UTA is hosting a “Solarbration” event on campus that is open to the public. Visitors can look through UTA’s professional telescopes to see the sky although the eclipse will be viewable to the naked eye.

yue deng
Yue Deng

“This will be wonderful opportunity to help students appreciate more than just four minutes of darkness in the middle of the day, but also understand the space science and the celestial mechanics behind the event,” said Yue Deng, a professor of space physics at UTA and the lead researcher on the NSF grant. “Additionally, awareness of the eclipse may spark students’ curiosity in STEM when they see the dynamic change of the sun’s corona, how the wind is affected when the moon blocks the sun and how changes to the ionospheric density during the eclipse affect things they use every day, like cellphones and mapping tools.”


The grant also provides support for a two-and-a-half-day workshop for the science community to travel to Arlington for the eclipse on April 8 and stay until April 10. At the workshop, more than 100 space scientists will come together to discuss the eclipse and the various multi-scale phenomena occurring due to it.

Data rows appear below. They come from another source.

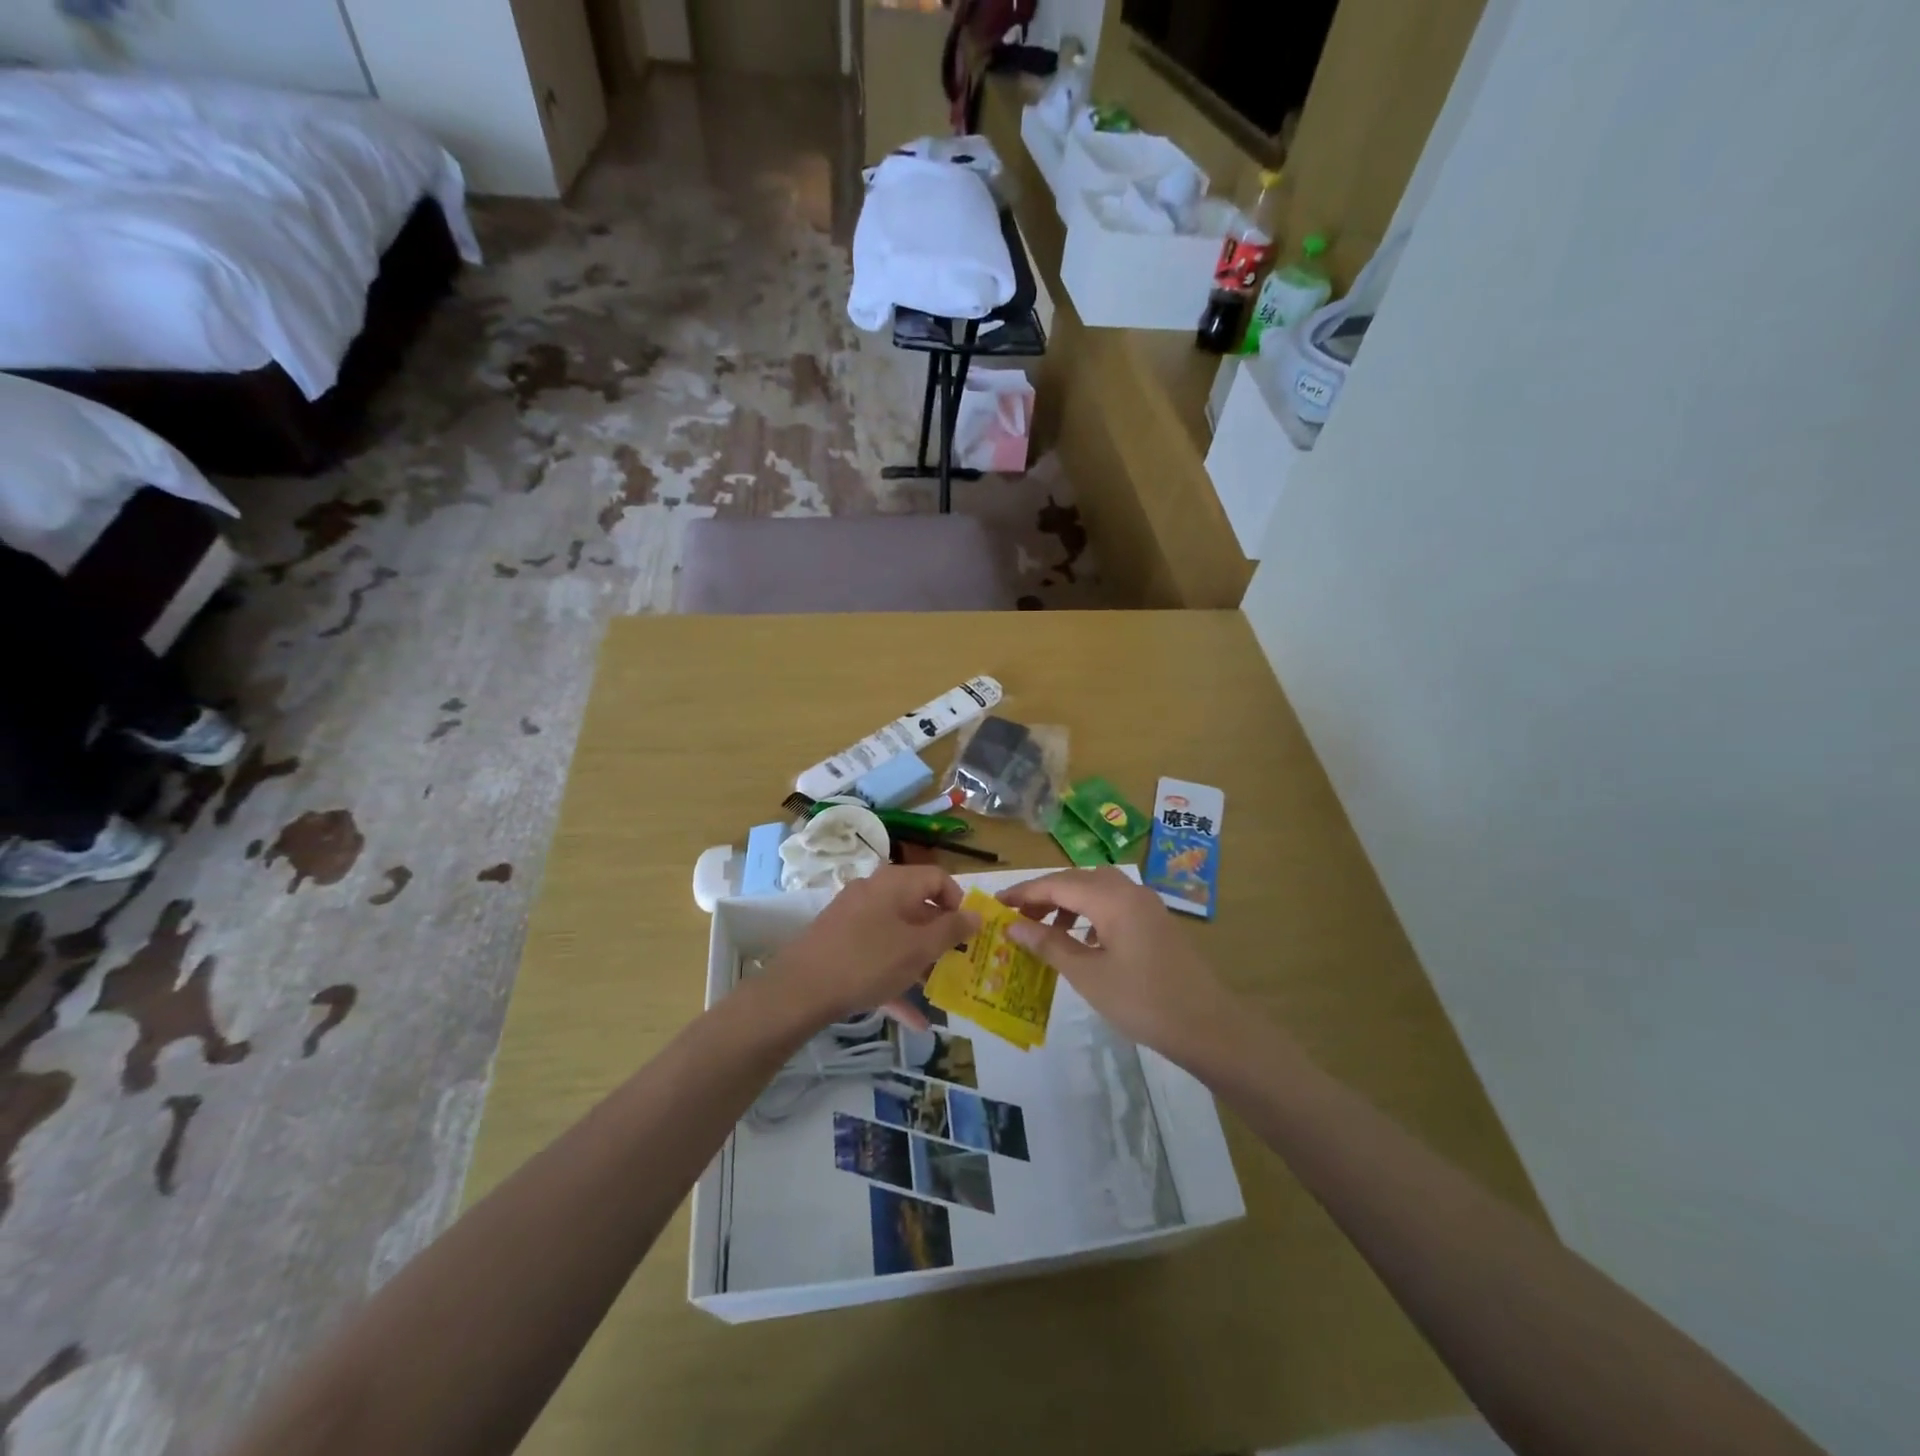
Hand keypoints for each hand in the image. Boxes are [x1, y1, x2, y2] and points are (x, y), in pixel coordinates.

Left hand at [770, 865, 978, 1030]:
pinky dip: (895, 978)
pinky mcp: (839, 943)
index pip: (938, 877)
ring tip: (937, 991)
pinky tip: (913, 1019)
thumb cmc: (869, 961)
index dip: (958, 903)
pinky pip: (877, 955)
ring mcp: (853, 918)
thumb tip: (977, 914)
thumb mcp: (918, 948)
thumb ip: (952, 930)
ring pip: (897, 935)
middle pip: (917, 906)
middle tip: (957, 964)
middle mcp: (874, 892)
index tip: (968, 933)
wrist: (799, 990)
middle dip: (940, 937)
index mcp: (895, 883)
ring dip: (919, 962)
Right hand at [1000, 867, 1238, 1063]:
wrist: (1208, 1026)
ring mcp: (1146, 904)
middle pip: (1077, 880)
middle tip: (1016, 917)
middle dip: (1044, 895)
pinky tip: (1082, 940)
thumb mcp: (1087, 975)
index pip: (1057, 884)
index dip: (1024, 893)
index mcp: (1111, 898)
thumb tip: (1013, 925)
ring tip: (1045, 929)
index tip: (996, 904)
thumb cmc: (1142, 1000)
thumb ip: (1048, 944)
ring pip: (1096, 889)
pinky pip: (1113, 903)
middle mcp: (1129, 890)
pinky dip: (1090, 913)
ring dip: (1067, 902)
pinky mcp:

“Solar eclipses are treated as natural laboratory experiments for ionospheric physics because of their predictive nature,” Deng said. “With UTA’s prime location to view this rare event, this workshop will be a wonderful chance to take measurements and discuss the impacts, especially as it relates to anything relying on space satellites, such as cellphones, television broadcasts and internet services.”